**The input**:
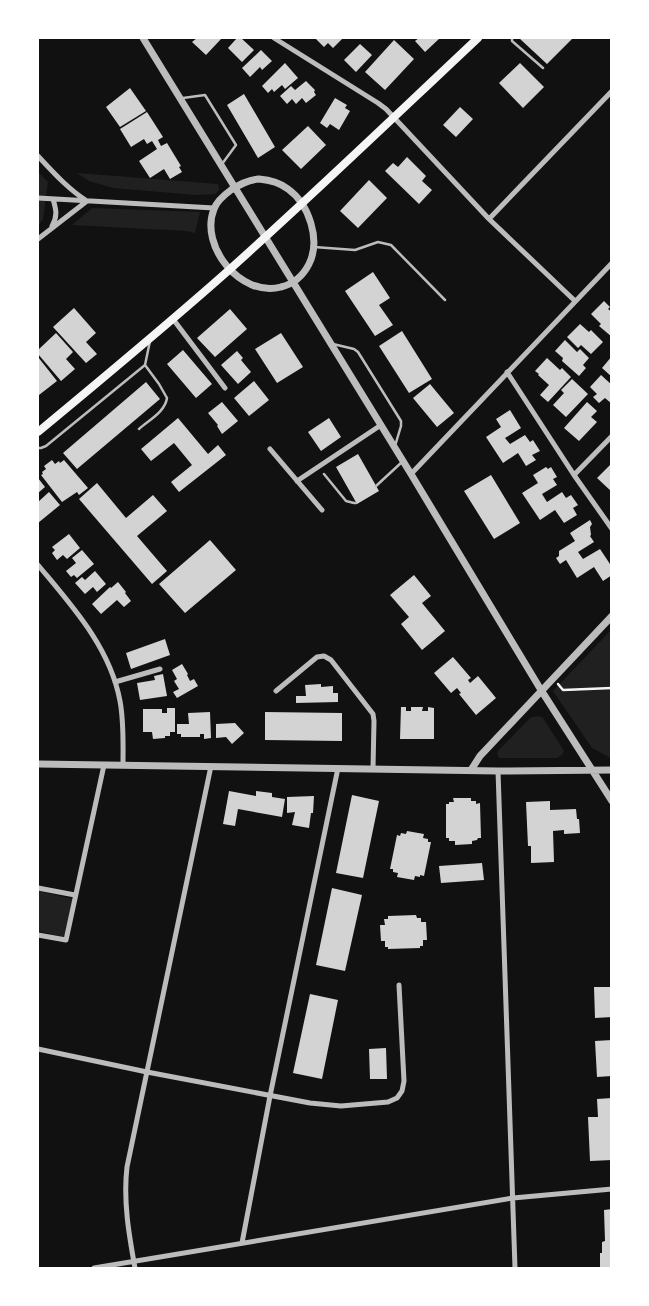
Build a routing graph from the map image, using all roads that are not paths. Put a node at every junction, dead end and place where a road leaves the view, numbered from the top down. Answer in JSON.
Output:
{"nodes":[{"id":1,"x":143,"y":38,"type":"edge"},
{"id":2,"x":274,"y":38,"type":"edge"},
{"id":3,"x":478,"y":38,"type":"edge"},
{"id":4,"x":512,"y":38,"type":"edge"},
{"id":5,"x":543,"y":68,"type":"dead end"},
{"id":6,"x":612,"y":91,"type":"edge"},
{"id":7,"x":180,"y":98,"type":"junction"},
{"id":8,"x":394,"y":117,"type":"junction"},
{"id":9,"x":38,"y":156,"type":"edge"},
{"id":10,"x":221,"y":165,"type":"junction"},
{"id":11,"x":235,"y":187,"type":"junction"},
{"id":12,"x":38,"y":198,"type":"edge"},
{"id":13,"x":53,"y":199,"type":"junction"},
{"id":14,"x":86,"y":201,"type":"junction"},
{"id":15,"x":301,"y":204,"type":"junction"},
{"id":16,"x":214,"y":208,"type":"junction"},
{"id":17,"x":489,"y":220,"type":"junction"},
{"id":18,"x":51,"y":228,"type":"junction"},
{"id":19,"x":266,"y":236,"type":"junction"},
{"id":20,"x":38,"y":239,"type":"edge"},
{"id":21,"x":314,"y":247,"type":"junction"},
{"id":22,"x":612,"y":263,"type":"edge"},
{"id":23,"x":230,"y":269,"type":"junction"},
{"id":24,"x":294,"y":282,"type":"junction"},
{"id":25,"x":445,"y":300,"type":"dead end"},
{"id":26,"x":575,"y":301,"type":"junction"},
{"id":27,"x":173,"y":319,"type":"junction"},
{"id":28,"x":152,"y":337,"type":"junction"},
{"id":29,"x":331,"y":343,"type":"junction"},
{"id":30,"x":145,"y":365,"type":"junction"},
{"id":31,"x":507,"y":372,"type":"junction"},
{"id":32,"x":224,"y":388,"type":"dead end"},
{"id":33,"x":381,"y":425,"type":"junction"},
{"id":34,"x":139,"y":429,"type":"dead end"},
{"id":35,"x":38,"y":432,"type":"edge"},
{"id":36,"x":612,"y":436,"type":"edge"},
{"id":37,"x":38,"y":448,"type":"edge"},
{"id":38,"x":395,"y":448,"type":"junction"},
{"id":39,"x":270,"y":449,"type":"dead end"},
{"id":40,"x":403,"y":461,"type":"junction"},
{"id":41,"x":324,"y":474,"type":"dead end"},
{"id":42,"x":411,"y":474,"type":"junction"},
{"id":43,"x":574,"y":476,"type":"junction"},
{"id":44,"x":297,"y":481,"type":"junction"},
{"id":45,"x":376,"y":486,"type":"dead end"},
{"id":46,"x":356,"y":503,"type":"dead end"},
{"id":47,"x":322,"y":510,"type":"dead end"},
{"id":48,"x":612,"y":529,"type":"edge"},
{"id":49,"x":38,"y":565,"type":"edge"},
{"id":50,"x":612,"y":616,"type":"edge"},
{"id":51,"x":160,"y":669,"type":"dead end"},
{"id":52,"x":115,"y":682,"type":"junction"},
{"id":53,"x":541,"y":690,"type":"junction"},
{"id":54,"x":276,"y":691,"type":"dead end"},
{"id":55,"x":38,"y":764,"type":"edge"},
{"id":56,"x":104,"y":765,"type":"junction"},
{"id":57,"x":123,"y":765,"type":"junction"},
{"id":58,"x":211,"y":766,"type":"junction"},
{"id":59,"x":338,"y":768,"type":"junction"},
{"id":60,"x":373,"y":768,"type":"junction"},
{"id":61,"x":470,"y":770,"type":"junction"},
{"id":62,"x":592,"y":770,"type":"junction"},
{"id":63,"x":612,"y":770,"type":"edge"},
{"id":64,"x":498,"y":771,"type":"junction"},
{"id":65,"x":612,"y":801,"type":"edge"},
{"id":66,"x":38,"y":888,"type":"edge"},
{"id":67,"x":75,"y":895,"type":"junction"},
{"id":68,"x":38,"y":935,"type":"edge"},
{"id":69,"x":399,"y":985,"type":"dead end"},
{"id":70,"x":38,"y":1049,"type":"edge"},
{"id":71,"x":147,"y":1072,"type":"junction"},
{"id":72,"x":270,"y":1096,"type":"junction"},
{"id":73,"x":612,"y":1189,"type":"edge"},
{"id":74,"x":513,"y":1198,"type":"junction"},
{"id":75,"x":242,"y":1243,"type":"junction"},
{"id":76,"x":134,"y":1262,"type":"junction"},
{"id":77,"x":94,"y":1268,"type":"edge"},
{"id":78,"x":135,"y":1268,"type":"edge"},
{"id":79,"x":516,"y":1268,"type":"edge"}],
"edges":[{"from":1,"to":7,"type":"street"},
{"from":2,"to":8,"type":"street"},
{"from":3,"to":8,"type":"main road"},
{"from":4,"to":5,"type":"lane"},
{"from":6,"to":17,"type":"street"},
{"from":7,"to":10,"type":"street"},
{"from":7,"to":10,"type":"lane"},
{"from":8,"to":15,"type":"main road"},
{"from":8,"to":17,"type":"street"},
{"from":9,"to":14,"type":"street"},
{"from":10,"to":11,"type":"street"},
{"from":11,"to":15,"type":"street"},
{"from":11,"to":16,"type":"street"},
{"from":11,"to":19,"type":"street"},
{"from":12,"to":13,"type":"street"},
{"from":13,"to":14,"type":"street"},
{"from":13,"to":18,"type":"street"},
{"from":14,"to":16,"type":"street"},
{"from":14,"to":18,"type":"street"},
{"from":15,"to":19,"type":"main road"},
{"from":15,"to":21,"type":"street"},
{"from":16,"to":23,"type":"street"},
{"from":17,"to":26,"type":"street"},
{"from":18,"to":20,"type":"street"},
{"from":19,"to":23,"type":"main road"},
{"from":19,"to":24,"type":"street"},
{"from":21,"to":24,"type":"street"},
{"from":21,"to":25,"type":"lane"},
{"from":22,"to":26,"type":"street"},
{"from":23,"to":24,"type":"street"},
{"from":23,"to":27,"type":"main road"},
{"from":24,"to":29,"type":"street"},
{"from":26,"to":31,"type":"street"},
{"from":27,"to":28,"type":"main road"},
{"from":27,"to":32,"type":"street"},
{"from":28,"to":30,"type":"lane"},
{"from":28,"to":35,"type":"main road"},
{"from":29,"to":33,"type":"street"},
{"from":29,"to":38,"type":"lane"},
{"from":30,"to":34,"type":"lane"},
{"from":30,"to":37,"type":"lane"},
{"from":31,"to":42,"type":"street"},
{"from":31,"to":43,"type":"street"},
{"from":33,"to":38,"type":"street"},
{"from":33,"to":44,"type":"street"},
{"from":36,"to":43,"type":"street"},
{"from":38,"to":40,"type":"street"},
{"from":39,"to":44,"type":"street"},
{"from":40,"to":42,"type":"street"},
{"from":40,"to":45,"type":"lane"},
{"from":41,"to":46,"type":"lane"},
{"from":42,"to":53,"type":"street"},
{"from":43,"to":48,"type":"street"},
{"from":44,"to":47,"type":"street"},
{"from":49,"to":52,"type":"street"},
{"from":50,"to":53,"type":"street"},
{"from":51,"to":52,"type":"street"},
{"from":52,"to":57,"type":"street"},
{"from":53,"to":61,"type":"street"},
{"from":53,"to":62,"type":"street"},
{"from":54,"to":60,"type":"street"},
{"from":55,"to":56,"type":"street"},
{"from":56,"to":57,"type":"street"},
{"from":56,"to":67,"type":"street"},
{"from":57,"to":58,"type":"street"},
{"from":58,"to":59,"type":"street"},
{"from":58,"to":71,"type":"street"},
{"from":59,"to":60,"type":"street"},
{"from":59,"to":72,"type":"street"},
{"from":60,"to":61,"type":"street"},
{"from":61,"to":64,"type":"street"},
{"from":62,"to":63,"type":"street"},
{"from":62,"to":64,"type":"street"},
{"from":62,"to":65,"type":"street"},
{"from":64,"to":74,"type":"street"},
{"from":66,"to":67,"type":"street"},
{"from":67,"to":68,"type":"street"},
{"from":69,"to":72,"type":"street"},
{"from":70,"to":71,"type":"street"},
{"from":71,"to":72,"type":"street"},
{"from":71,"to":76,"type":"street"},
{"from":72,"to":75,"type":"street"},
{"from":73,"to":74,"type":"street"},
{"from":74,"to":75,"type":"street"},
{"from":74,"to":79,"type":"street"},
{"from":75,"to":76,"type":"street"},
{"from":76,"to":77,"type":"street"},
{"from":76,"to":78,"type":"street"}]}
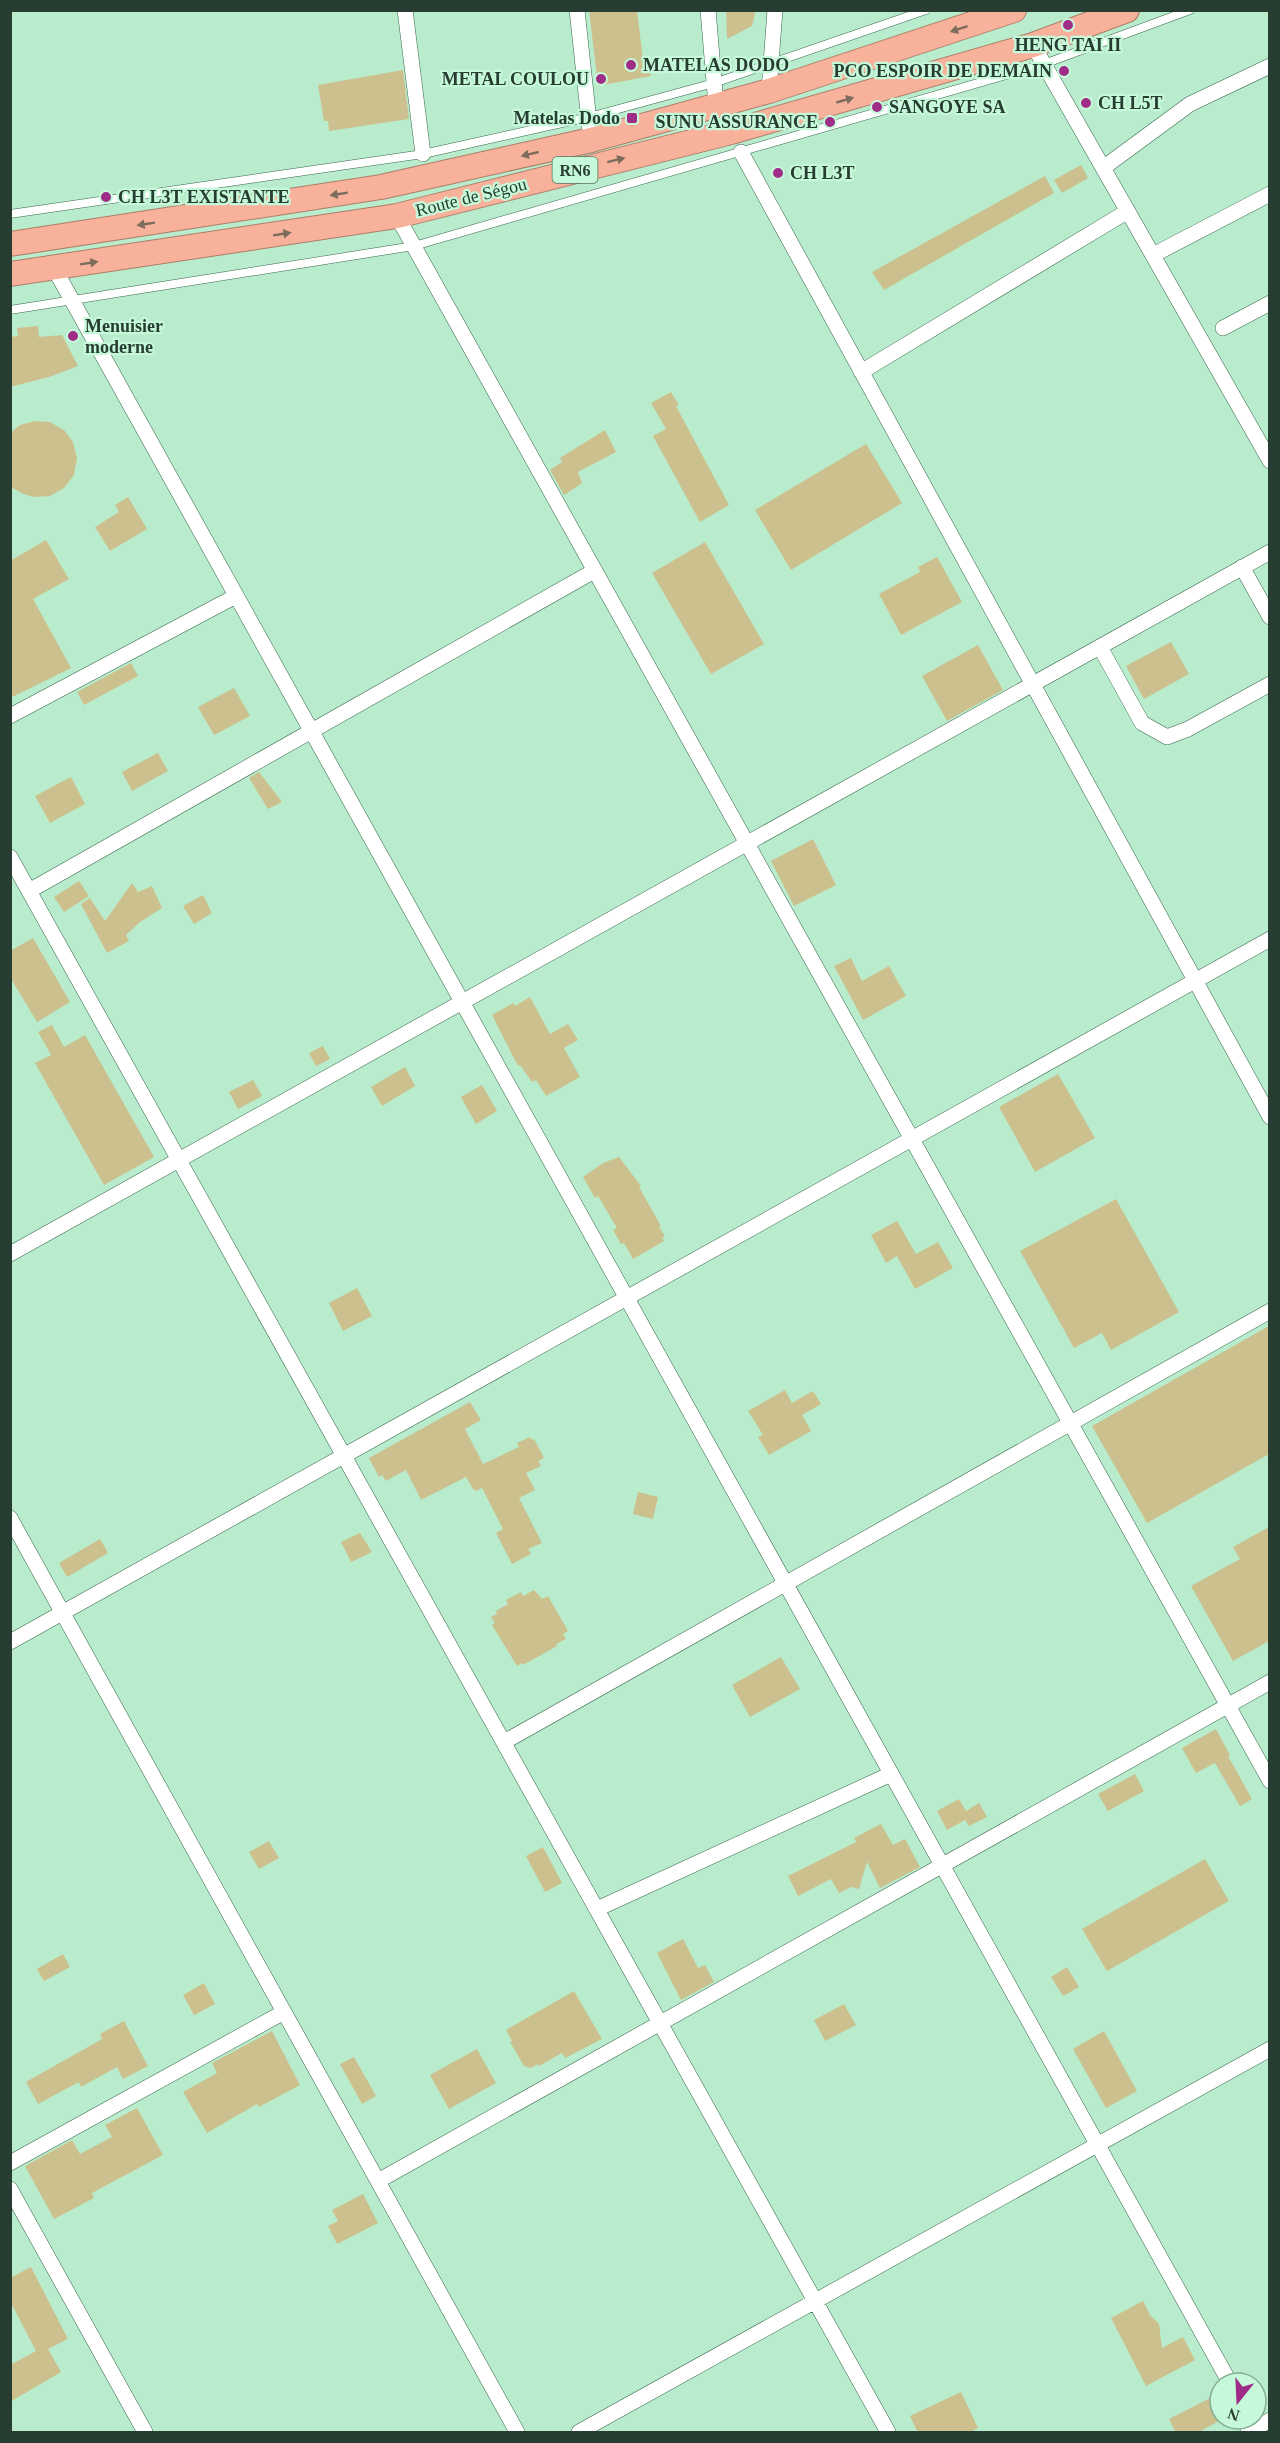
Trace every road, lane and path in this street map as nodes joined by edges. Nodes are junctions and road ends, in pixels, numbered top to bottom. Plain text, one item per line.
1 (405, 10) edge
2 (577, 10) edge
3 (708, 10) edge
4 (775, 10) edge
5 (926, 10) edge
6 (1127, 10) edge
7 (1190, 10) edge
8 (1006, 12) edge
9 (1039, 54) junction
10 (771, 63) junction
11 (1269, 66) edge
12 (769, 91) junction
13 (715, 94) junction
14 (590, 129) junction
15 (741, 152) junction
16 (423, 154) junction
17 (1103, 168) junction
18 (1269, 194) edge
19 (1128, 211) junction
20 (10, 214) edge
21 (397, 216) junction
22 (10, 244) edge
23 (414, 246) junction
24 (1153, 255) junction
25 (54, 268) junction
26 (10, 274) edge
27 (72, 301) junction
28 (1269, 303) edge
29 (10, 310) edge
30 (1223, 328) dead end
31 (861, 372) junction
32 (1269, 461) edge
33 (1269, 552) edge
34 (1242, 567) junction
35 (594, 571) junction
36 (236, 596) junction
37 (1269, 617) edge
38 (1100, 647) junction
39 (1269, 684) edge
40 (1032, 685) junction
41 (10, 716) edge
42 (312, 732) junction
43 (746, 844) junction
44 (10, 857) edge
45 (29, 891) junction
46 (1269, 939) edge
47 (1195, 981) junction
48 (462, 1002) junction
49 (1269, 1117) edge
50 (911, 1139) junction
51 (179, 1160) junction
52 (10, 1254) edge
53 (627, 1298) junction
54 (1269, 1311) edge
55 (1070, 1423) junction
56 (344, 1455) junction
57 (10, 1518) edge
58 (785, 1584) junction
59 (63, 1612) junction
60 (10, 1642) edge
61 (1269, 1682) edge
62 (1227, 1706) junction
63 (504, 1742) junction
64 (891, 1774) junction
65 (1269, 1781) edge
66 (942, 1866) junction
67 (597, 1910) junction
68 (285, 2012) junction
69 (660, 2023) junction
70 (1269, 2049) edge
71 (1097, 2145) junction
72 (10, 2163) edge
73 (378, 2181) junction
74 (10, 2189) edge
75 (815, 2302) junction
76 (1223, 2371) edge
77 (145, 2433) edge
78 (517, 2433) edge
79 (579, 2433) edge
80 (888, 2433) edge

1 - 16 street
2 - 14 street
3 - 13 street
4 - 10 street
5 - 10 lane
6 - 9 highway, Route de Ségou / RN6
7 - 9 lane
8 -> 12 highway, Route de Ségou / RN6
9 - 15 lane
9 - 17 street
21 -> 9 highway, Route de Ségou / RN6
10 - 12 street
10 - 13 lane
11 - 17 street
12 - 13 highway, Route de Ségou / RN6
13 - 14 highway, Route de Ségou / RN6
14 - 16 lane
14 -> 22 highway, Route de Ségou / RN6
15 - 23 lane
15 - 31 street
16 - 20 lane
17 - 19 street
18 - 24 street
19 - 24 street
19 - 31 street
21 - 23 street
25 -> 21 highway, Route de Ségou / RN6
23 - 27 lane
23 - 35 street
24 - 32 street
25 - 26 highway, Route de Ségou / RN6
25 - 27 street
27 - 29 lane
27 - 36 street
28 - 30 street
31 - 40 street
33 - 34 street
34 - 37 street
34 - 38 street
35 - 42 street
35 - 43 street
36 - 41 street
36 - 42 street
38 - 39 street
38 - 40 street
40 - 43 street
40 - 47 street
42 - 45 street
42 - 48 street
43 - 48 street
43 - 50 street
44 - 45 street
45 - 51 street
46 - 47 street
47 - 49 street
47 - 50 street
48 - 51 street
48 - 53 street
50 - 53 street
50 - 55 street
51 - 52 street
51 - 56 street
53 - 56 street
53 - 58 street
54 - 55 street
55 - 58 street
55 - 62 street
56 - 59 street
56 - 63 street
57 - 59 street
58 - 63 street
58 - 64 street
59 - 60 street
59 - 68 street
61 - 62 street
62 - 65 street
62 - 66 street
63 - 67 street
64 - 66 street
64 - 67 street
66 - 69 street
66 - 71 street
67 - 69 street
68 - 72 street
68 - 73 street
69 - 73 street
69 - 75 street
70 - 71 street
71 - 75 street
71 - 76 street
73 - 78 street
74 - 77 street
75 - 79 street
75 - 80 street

**Activity**:
Find every line in the records that uses the string "road", then copy it.

**Task answer**:
Build a routing graph from the map image, using all roads that are not paths. Put a node at every junction, dead end and place where a road leaves the view, numbered from the top down. Answer in JSON.
{"from":3,"to":8,"type":"main road"},
{"from":8,"to":15,"type":"main road"},
{"from":15,"to":19,"type":"main road"},
{"from":19,"to":23,"type":"main road"},
{"from":23,"to":27,"type":"main road"},
{"from":27,"to":28,"type":"main road"},
{"from":28,"to":35,"type":"main road"},
Trace every road, lane and path in this street map as nodes joined by edges. Nodes are junctions and road ends, in pixels, numbered top to bottom. Plain text, one item per line.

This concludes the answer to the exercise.